De retour à Paris (déc. 1821), il commence pour le docteur Georget, médecin-chef à la Salpêtrière, une série extraordinaire de portraits d’aliénés, dont 5 sont conservés : « Monomane du commandement militaire » (Winterthur), « Du vol d’enfant » (U.S.A.), « Du jeu » (Paris, musée du Louvre), « De l’envie » (Lyon, musée des Beaux-Arts), « L’Aliéné kleptomane ou le fou assassin » (Gand).

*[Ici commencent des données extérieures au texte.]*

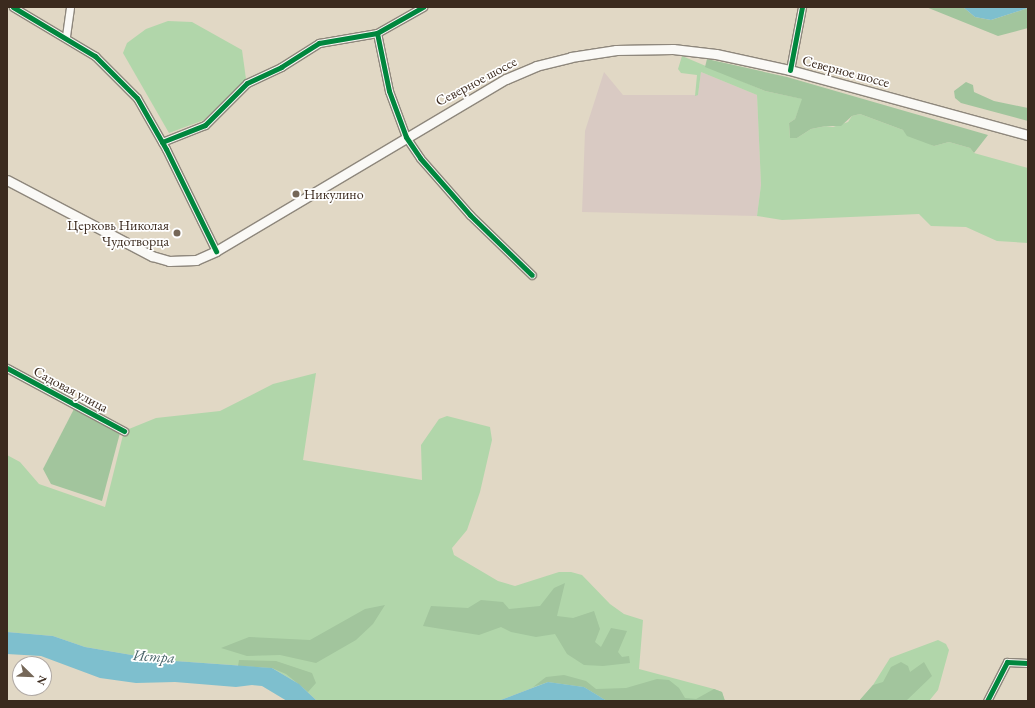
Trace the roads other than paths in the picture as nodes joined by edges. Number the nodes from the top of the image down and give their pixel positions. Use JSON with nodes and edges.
{"nodes":[{"id":1,"x":14,"y":7,"type":"edge"},
{"id":2,"x":70,"y":7,"type":"edge"},
{"id":3,"x":423,"y":7,"type":"edge"},
{"id":4,"x":802,"y":7,"type":"edge"},
{"id":5,"x":377,"y":33,"type":"junction"},
{"id":6,"x":66,"y":36,"type":"junction"},
{"id":7,"x":790,"y":70,"type":"junction"},
{"id":8,"x":1028,"y":135,"type":"edge"},
{"id":9,"x":406,"y":138,"type":"junction"},
{"id":10,"x":162,"y":142,"type":"junction"},
{"id":11,"x":7,"y":180,"type":"edge"},
{"id":12,"x":216,"y":251,"type":"junction"},
{"id":13,"x":532,"y":275,"type":"dead end"},
{"id":14,"x":7,"y":368,"type":"edge"},
{"id":15,"x":124,"y":431,"type":"dead end"},
{"id":16,"x":1028,"y":663,"type":"edge"},
{"id":17,"x":987,"y":701,"type":"edge"}],
"edges":[{"from":1,"to":6,"type":"street"},
{"from":2,"to":6,"type":"street"},
{"from":3,"to":5,"type":"street"},
{"from":4,"to":7,"type":"street"},
{"from":5,"to":9,"type":"street"},
{"from":5,"to":10,"type":"street"},
{"from":6,"to":10,"type":"street"},
{"from":7,"to":8,"type":"main road","name":"Северное шоссе"},
{"from":7,"to":9,"type":"main road","name":"Северное шоссе"},
{"from":9,"to":12,"type":"main road","name":"Северное шоссе"},
{"from":9,"to":13,"type":"street"},
{"from":10,"to":12,"type":"street"},
{"from":11,"to":12,"type":"main road","name":"Северное шоссе"},
{"from":14,"to":15,"type":"street","name":"Садовая улица"},
{"from":16,"to":17,"type":"street"}]}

Il peint aussi une « Charge de cuirassiers » (38 x 46, Londres, Wallace Collection).

En 1822-23, sa santé est altérée. Plusieurs chutes de cheval ont provoqué une lésion de la moelle épinière. Il souffre d’une « carie des os » (mal de Pott) et les opérations chirurgicales n’améliorent pas son état. Dès le milieu de 1823, il doit rester alité. Alexandre Dumas raconte que, dans les derniers temps de sa vie, il alla lui rendre visite avec le colonel Bro et le trouva couché. Veillé par son fidèle ami Dedreux-Dorcy, il meurt le 26 janvier 1824, à 6 heures du matin, 23, rue des Martyrs. Il n’avait que 32 ans (voir Ary Scheffer, « La mort de Géricault », musée du Louvre) (14).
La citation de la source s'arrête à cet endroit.